__WHAT YOU SHOULD DO__
Which lines have the string "main"? Copy all of them from the entries below.
*** Block opens ***
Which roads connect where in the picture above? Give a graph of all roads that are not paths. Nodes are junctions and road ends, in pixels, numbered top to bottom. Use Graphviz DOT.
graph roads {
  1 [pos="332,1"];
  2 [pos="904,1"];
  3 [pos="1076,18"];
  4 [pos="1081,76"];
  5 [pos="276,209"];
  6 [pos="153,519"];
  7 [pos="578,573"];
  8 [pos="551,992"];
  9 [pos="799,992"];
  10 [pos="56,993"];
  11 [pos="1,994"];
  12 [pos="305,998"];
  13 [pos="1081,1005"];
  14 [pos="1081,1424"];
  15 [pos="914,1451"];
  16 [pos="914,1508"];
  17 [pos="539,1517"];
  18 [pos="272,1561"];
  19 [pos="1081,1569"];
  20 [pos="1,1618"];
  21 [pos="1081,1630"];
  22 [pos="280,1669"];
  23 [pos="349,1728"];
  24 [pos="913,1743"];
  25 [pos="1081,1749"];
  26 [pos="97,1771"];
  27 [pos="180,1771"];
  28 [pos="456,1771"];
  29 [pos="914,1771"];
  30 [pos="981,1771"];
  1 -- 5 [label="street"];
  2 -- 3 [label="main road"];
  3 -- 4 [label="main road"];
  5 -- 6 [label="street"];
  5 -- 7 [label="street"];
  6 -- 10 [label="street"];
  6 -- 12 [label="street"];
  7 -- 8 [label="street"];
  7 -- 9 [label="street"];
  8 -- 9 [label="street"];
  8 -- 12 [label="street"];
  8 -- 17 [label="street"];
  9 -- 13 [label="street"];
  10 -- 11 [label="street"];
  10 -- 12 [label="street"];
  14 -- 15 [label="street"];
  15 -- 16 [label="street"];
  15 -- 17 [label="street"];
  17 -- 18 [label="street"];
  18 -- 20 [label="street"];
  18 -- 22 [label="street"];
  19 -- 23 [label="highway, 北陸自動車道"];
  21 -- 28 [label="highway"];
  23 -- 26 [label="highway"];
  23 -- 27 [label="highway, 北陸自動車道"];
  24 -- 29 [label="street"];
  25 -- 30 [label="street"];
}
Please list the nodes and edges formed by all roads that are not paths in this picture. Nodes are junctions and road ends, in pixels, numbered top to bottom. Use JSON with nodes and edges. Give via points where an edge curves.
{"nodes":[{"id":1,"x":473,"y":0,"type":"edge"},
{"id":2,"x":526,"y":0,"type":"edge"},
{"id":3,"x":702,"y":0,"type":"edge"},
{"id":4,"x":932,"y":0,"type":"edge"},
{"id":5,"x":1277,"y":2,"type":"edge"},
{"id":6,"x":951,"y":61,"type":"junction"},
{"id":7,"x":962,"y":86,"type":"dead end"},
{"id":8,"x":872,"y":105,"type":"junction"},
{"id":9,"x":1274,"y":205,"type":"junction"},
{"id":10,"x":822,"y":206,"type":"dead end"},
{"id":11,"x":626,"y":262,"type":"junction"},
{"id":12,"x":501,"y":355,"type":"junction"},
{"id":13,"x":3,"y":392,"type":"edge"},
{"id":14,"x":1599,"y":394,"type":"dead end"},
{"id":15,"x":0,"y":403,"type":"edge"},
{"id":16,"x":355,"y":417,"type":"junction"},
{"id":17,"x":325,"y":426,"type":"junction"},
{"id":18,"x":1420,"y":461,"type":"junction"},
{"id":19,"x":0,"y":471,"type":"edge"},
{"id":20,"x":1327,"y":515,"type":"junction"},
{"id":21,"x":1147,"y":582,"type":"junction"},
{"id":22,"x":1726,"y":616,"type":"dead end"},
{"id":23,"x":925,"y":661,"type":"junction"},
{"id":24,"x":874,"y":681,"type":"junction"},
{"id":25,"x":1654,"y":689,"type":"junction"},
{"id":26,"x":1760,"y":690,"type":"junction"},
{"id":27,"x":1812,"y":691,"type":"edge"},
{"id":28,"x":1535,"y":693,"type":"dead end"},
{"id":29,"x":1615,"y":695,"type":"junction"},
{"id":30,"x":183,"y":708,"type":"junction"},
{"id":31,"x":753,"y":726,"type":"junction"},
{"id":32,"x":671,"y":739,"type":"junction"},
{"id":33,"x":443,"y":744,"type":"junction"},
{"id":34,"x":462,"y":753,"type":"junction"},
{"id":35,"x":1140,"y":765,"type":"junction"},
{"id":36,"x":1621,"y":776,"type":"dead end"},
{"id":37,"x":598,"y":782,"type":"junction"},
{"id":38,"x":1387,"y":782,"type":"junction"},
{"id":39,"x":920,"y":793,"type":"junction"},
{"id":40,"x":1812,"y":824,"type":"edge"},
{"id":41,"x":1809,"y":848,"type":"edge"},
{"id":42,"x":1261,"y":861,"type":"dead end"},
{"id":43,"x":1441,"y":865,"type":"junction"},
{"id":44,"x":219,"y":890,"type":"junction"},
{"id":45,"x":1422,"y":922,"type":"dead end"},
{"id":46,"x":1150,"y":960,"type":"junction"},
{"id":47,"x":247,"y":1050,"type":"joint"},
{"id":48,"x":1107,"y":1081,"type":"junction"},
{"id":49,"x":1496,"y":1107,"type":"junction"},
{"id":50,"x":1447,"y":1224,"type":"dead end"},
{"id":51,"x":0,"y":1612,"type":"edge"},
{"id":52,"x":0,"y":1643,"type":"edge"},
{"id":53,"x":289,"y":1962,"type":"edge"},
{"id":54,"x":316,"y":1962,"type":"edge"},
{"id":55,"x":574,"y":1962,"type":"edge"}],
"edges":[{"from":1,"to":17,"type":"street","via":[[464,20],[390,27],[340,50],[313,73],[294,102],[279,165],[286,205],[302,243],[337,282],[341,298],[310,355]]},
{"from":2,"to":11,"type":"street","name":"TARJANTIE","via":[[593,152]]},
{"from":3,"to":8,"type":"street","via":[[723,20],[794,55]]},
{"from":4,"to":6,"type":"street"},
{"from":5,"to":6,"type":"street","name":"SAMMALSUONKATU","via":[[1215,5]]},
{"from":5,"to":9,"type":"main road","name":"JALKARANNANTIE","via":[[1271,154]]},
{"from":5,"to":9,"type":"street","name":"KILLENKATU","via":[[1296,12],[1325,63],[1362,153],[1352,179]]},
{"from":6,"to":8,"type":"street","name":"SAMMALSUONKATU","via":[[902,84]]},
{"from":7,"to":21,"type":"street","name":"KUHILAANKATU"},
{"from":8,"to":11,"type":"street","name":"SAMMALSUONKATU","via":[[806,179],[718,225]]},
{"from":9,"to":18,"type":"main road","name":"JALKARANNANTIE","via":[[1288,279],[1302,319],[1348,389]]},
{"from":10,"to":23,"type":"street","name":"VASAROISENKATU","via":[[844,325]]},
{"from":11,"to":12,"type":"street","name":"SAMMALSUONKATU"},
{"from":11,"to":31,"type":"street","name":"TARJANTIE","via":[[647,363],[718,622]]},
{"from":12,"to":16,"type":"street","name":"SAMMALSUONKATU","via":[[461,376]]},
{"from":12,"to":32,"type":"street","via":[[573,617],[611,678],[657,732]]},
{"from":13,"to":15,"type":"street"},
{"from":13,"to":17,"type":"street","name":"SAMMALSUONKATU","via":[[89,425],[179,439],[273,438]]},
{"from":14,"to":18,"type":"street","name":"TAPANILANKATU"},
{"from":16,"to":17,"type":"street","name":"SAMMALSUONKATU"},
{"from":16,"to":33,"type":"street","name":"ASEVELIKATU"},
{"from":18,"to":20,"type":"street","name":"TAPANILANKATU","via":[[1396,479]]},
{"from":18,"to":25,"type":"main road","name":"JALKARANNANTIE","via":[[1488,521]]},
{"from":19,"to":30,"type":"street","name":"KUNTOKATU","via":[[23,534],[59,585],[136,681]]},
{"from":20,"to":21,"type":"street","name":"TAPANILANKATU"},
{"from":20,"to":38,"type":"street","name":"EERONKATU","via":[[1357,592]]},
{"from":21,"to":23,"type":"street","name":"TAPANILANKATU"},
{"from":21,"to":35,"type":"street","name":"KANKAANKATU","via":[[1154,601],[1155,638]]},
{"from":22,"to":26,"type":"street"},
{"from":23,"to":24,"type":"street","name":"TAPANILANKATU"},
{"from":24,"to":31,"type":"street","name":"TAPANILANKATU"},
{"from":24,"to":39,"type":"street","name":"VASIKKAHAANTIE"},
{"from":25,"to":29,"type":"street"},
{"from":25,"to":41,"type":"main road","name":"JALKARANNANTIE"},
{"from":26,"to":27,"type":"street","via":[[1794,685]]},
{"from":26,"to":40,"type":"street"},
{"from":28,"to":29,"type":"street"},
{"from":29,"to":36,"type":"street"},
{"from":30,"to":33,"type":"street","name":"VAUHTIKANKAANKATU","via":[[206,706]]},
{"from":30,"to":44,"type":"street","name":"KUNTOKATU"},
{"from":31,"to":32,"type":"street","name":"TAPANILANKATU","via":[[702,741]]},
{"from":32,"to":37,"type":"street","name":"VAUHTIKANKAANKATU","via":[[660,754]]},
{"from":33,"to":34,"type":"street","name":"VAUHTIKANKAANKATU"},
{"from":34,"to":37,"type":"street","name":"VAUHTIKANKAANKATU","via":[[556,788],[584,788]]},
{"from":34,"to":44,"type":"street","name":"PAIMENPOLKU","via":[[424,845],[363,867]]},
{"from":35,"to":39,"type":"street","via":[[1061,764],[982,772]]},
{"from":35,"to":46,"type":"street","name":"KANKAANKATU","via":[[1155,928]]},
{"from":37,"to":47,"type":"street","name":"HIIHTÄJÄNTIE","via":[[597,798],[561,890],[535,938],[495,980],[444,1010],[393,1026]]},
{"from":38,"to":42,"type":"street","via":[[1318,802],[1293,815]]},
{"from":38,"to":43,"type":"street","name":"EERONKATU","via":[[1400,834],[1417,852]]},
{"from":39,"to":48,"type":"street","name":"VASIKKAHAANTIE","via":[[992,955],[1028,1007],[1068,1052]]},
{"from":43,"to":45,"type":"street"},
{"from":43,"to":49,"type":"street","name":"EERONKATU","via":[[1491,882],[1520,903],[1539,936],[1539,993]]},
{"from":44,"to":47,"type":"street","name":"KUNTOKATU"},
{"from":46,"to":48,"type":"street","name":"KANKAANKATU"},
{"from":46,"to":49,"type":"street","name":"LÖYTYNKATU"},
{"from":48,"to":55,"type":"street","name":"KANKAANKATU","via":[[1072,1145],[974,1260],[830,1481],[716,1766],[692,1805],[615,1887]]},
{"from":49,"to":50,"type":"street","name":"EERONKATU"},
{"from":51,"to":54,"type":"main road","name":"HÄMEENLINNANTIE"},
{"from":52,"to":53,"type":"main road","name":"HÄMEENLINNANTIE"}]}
*** Block closes ***
__COMPLETED TASK__
  2 -- 3 [label="main road"];
  3 -- 4 [label="main road"];
{"from":5,"to":9,"type":"main road","name":"JALKARANNANTIE","via":[[1271,154]]},
{"from":9,"to":18,"type":"main road","name":"JALKARANNANTIE","via":[[1288,279],[1302,319],[1348,389]]},
{"from":18,"to":25,"type":"main road","name":"JALKARANNANTIE","via":[[1488,521]]},
{"from":25,"to":41,"type":"main road","name":"JALKARANNANTIE"},
{"from":51,"to":54,"type":"main road","name":"HÄMEENLINNANTIE"},
{"from":52,"to":53,"type":"main road","name":"HÄMEENLINNANTIE"}]}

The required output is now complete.